*Dataset content*

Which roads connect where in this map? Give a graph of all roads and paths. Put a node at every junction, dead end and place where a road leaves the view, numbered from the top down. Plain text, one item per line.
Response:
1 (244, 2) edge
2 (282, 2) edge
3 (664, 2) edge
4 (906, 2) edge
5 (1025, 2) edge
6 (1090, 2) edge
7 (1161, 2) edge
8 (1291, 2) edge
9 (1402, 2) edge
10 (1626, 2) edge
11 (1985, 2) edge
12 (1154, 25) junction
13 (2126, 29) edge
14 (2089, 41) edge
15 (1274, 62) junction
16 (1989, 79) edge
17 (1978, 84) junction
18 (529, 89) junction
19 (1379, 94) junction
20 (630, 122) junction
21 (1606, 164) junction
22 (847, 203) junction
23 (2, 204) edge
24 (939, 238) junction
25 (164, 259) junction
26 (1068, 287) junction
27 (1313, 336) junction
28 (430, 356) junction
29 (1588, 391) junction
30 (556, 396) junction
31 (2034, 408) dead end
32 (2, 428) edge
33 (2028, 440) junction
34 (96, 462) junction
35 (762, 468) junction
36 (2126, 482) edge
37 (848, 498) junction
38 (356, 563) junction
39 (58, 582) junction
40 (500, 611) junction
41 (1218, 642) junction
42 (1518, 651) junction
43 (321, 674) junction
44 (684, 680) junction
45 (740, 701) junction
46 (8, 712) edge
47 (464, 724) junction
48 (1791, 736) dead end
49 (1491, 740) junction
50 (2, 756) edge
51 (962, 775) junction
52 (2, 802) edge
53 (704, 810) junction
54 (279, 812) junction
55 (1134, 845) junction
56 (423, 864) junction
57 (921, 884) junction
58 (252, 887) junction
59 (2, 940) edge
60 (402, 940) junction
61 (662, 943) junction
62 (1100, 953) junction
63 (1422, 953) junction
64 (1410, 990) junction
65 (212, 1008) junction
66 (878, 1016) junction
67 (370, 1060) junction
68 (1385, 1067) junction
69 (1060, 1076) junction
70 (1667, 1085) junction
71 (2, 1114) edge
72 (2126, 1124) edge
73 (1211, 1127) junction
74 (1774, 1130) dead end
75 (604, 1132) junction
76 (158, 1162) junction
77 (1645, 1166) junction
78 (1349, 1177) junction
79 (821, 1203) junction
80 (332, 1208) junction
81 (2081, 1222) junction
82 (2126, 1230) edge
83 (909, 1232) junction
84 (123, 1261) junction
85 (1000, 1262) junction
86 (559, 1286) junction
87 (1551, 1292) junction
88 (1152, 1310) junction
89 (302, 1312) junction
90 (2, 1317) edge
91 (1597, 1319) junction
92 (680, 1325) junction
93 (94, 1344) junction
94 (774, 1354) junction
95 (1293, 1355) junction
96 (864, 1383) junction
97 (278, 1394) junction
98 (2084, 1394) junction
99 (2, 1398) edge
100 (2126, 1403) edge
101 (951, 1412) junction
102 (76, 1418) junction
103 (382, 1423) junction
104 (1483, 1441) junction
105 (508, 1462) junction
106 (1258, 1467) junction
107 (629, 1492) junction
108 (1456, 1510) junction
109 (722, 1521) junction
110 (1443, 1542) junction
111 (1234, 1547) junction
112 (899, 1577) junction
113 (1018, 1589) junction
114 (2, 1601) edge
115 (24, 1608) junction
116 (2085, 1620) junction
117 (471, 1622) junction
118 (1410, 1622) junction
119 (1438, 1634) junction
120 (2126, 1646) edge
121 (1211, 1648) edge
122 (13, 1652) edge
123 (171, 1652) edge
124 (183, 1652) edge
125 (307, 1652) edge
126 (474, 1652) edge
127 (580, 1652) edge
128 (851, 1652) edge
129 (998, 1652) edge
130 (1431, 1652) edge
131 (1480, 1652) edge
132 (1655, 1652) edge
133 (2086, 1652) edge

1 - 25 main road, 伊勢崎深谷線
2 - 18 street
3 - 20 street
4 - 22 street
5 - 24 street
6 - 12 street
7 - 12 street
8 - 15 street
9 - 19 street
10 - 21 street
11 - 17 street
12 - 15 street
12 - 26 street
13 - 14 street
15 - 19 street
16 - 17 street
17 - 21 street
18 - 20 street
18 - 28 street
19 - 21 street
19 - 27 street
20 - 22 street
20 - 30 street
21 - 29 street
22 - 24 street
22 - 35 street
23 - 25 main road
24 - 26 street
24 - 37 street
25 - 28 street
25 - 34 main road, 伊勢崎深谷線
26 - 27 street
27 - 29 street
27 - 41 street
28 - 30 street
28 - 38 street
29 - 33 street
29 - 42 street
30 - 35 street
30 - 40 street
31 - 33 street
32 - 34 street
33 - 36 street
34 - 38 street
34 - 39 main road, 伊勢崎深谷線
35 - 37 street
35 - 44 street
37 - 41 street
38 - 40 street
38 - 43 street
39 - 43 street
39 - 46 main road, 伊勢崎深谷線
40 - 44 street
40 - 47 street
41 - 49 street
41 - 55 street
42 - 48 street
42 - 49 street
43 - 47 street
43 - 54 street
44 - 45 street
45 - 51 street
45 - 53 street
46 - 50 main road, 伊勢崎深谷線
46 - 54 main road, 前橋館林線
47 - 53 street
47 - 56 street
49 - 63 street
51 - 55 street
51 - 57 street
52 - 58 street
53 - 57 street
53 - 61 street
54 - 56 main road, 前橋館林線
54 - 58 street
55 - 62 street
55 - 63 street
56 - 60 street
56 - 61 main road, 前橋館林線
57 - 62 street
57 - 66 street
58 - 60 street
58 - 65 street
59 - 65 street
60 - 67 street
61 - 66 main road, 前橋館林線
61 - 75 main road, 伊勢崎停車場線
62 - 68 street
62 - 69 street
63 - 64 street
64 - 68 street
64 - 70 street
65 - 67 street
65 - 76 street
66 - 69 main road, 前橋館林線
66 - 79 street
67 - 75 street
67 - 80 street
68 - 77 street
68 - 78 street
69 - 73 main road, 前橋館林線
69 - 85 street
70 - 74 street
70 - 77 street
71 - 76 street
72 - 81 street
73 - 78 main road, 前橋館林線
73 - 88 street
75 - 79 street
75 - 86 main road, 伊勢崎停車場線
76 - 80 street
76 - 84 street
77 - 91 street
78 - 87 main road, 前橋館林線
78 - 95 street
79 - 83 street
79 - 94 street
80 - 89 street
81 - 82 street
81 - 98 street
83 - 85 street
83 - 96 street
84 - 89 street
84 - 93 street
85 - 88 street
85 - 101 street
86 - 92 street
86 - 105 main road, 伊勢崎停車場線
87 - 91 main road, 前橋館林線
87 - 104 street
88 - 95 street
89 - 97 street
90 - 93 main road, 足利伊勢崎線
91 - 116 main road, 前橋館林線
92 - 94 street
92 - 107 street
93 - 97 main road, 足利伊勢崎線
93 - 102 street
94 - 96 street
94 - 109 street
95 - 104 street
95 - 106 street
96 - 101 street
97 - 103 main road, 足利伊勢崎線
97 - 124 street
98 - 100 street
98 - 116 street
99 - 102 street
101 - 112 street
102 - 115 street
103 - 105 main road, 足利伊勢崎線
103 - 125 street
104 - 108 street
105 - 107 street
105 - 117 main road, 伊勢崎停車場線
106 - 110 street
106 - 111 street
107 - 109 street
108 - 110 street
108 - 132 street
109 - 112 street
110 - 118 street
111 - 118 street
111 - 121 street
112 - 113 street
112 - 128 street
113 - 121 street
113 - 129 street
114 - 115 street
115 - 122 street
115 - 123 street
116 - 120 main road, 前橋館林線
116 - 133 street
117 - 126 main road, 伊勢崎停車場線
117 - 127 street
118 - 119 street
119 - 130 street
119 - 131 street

---

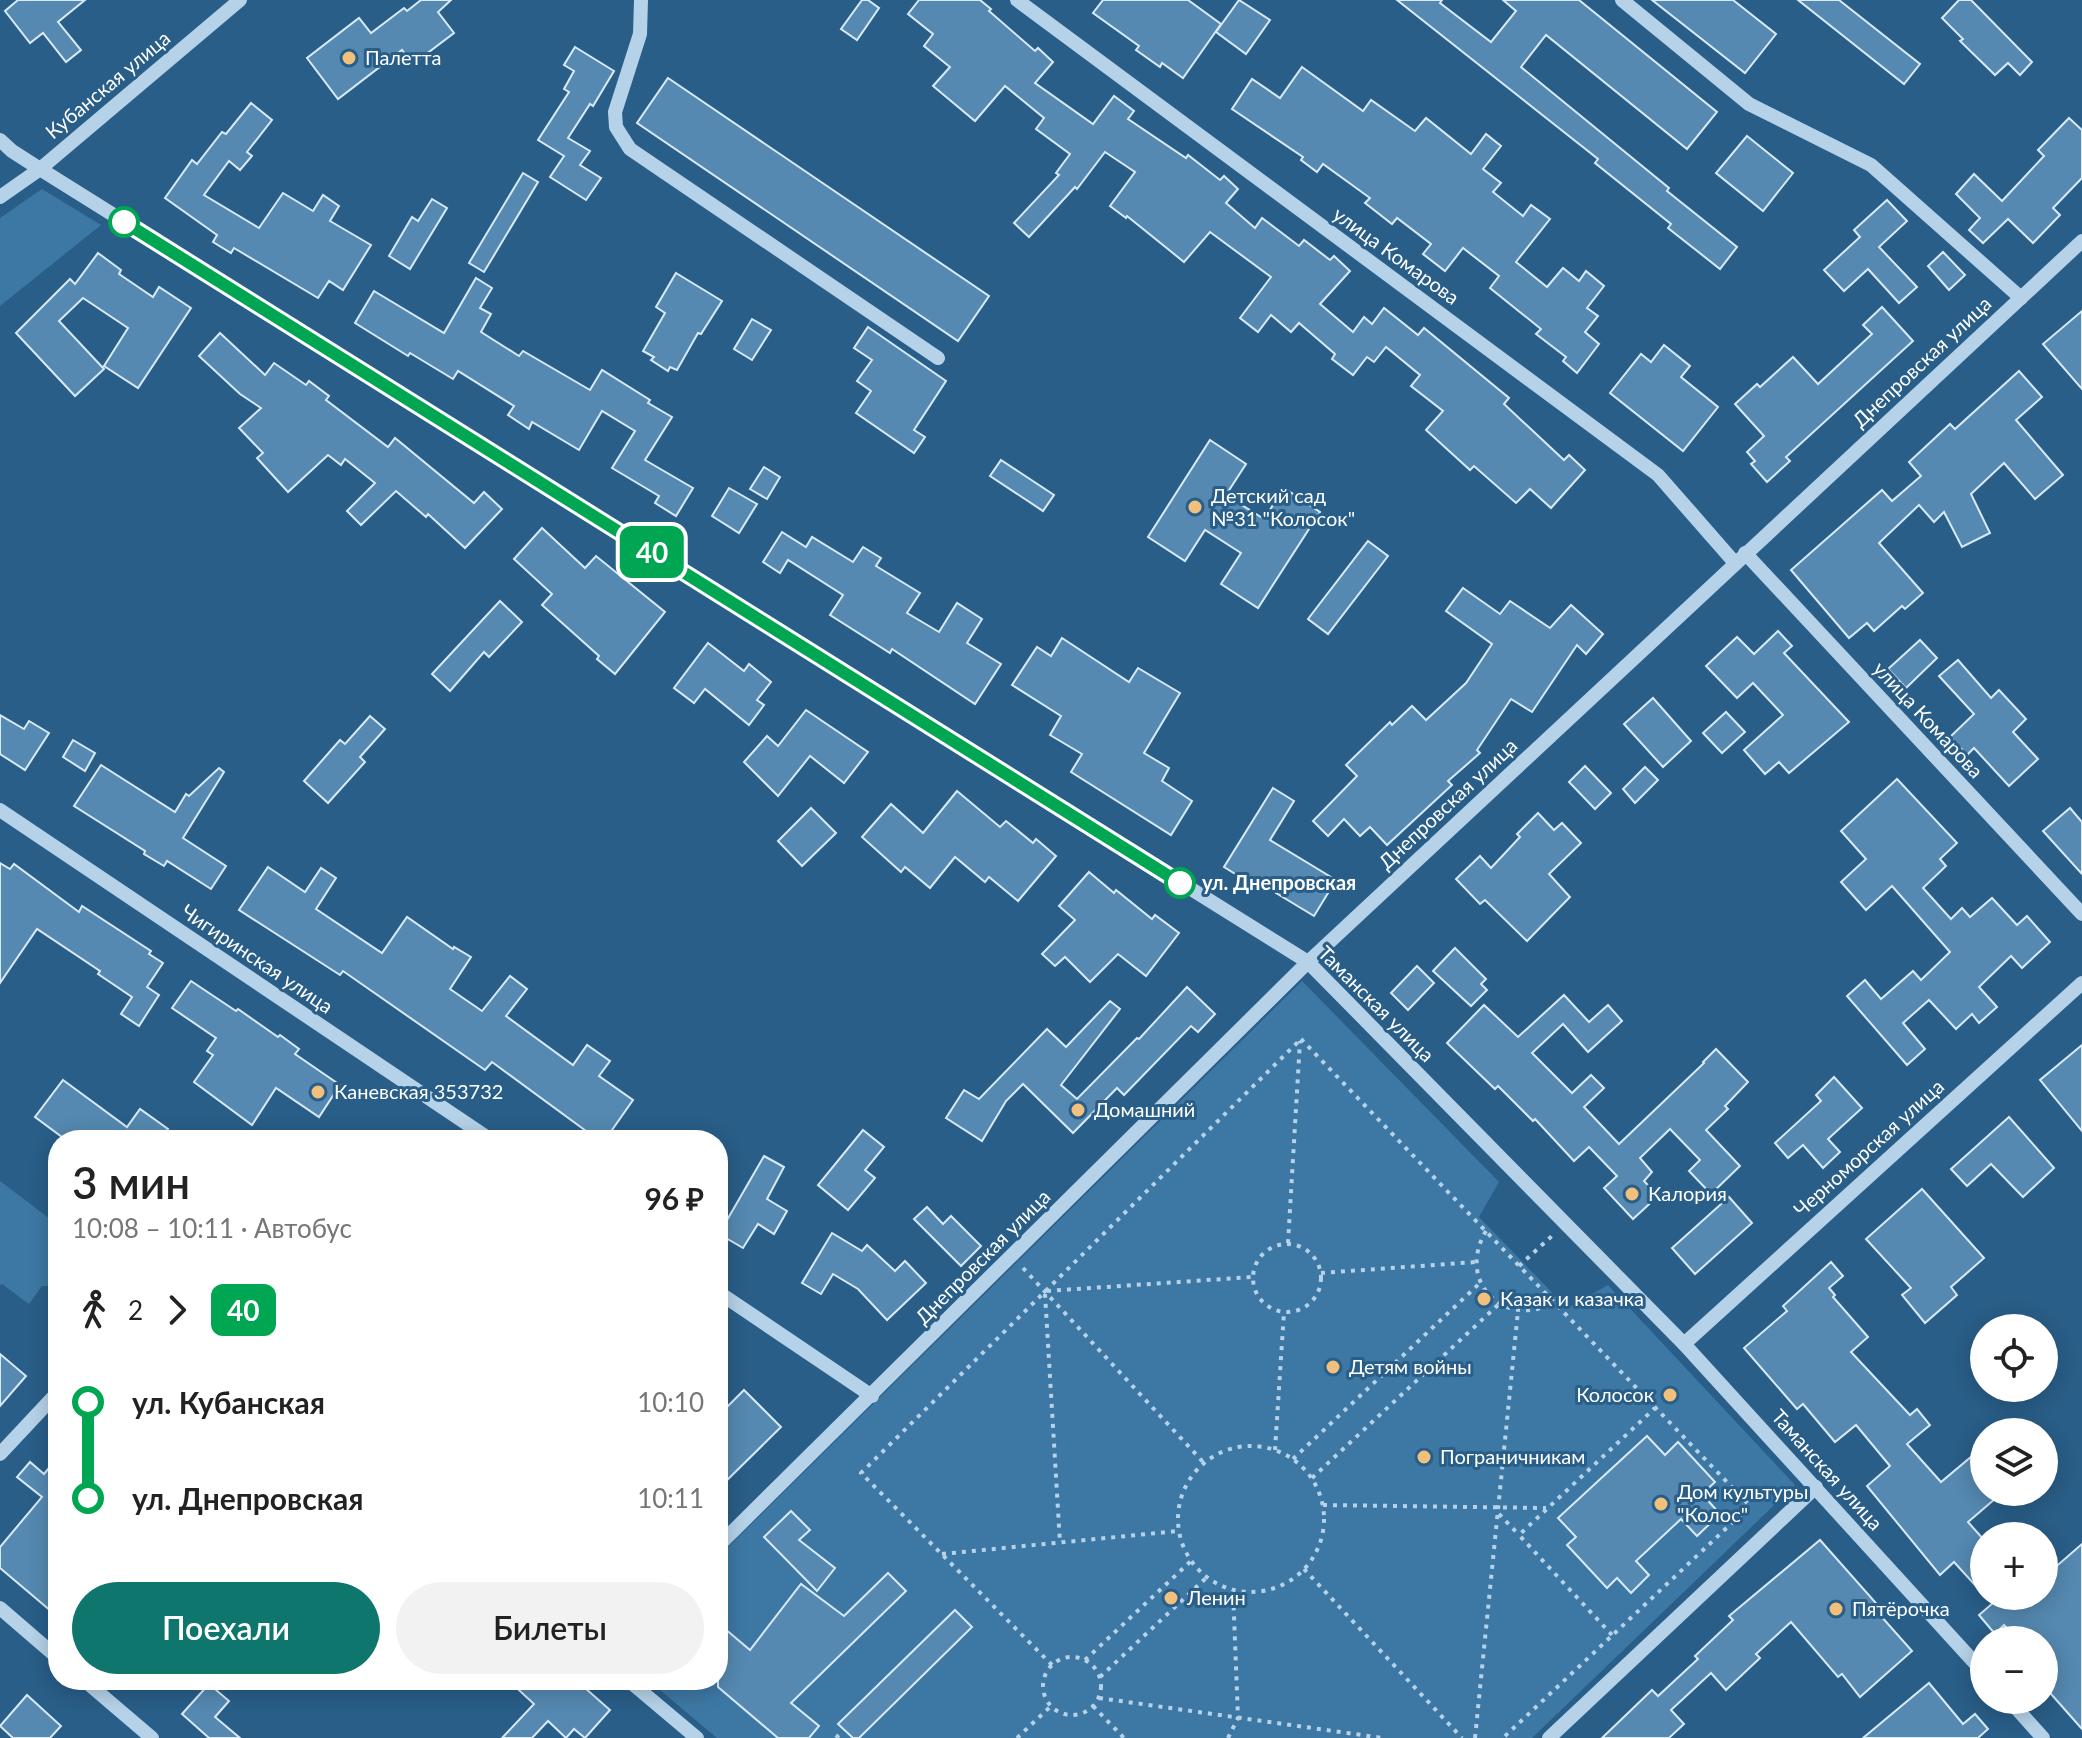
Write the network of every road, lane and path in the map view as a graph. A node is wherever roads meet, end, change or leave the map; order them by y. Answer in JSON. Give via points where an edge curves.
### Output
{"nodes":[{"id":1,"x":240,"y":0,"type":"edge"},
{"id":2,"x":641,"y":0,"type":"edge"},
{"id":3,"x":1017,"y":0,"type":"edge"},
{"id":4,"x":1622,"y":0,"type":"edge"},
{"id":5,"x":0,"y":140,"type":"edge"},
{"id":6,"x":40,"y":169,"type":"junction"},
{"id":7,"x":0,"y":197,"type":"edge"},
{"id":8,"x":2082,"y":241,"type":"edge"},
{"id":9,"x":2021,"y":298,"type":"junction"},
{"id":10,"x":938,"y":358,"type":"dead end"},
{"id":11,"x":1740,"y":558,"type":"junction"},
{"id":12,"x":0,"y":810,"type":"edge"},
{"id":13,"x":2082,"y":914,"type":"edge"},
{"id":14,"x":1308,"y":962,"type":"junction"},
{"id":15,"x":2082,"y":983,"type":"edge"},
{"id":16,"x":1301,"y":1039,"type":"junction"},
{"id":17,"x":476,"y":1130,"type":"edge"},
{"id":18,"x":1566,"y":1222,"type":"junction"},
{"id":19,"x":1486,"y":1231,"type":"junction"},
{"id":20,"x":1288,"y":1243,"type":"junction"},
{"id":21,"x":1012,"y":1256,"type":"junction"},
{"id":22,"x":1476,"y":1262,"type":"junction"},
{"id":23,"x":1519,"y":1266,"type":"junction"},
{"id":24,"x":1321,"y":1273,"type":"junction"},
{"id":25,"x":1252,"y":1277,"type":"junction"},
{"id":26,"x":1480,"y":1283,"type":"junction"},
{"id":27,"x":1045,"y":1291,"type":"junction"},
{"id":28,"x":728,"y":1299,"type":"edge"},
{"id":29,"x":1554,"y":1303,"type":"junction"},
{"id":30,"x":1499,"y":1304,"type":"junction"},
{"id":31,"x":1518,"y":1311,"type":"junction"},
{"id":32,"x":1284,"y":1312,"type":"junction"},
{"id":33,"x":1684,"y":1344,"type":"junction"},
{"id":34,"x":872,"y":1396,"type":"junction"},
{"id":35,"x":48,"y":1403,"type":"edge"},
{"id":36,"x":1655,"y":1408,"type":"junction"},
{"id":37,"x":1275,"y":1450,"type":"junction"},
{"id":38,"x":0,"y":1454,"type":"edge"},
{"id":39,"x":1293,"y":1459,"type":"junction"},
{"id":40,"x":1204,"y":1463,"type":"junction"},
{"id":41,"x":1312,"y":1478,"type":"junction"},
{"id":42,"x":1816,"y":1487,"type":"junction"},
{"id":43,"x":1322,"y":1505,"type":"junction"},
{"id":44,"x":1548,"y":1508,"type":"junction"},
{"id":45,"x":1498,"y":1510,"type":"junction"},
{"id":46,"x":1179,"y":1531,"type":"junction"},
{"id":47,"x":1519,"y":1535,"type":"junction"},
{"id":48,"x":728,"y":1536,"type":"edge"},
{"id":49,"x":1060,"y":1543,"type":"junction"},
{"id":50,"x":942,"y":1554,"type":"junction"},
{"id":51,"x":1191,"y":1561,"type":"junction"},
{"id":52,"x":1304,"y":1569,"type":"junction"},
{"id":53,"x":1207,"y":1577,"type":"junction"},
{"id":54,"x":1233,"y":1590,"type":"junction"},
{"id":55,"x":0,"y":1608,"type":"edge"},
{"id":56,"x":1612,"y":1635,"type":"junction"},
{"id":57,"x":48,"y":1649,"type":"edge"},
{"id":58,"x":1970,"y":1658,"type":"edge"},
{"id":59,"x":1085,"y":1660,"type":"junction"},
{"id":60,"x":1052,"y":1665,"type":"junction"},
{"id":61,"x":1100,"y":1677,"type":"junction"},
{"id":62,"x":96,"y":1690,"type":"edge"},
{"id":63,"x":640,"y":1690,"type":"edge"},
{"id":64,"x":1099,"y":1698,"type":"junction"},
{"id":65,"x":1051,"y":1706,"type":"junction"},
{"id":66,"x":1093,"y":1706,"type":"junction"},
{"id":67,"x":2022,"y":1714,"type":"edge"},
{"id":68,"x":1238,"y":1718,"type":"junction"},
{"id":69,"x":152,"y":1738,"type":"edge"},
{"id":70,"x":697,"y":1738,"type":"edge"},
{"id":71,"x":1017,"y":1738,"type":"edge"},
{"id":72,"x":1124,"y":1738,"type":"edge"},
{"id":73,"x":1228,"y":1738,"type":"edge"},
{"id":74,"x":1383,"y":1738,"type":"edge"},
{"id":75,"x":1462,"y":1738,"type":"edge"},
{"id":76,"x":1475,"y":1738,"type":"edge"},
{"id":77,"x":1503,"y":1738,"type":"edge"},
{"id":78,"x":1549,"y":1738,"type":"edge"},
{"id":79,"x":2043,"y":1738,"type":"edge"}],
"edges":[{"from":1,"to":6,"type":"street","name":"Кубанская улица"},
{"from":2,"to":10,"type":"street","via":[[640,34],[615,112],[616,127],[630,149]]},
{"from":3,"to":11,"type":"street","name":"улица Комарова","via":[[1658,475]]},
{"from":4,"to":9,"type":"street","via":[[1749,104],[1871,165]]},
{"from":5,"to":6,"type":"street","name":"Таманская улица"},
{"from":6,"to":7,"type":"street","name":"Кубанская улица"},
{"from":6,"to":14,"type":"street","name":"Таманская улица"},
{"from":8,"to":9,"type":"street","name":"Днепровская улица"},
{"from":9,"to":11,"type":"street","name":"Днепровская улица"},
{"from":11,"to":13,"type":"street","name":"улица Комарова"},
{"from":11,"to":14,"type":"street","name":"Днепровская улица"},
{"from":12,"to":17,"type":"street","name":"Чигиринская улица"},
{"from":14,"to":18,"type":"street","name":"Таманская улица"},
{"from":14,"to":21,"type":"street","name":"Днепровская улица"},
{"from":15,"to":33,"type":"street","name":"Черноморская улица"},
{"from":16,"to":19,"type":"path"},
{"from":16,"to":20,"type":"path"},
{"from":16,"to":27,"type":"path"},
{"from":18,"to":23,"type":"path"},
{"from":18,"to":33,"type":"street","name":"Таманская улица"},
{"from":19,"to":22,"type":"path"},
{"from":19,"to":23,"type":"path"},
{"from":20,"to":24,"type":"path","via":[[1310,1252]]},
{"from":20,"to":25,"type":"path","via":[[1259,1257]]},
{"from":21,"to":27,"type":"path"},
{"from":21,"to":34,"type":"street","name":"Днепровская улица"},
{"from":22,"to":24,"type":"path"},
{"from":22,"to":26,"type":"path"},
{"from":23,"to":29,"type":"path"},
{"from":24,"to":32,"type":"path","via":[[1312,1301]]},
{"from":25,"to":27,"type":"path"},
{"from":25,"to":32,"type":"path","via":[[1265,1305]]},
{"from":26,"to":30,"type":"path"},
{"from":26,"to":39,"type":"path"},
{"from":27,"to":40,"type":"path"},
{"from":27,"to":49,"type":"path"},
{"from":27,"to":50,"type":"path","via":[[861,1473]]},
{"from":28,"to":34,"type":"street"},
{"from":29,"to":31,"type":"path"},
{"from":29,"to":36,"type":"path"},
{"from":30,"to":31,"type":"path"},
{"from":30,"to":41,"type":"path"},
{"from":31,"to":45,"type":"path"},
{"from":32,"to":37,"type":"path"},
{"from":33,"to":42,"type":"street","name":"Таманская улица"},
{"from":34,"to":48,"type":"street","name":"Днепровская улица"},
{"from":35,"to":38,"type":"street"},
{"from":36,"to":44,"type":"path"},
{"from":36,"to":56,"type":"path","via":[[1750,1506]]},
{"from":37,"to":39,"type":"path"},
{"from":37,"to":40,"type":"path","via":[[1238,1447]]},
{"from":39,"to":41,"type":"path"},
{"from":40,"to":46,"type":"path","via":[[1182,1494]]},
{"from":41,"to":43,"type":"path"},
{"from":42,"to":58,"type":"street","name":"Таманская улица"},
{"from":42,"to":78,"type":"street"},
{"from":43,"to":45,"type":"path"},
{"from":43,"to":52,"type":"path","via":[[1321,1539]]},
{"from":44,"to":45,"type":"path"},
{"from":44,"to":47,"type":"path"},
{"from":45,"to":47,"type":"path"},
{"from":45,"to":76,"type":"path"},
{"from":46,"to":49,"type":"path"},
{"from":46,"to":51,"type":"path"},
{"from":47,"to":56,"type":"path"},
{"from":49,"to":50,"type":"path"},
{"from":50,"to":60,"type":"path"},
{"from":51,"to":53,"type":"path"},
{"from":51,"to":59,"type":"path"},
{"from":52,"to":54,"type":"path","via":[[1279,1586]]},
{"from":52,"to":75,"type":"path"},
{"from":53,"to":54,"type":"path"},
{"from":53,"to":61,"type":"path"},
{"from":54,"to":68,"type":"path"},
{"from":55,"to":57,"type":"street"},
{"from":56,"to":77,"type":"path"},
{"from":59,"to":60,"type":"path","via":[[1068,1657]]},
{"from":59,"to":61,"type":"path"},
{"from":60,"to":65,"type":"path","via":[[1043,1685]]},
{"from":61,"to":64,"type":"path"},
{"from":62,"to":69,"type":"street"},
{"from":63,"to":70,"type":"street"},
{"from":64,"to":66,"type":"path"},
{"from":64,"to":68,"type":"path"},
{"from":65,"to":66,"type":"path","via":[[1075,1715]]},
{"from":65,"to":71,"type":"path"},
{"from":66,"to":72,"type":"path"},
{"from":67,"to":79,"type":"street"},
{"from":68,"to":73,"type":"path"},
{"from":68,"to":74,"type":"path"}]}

*What the task requires*
Return each line of the listing that holds the word "dead".

*Task output*
Which roads connect where in this map? Give a graph of all roads and paths. Put a node at every junction, dead end and place where a road leaves the view, numbered from the top down. Plain text, one item per line.
31 (2034, 408) dead end
48 (1791, 736) dead end
74 (1774, 1130) dead end
{"id":10,"x":938,"y":358,"type":"dead end"},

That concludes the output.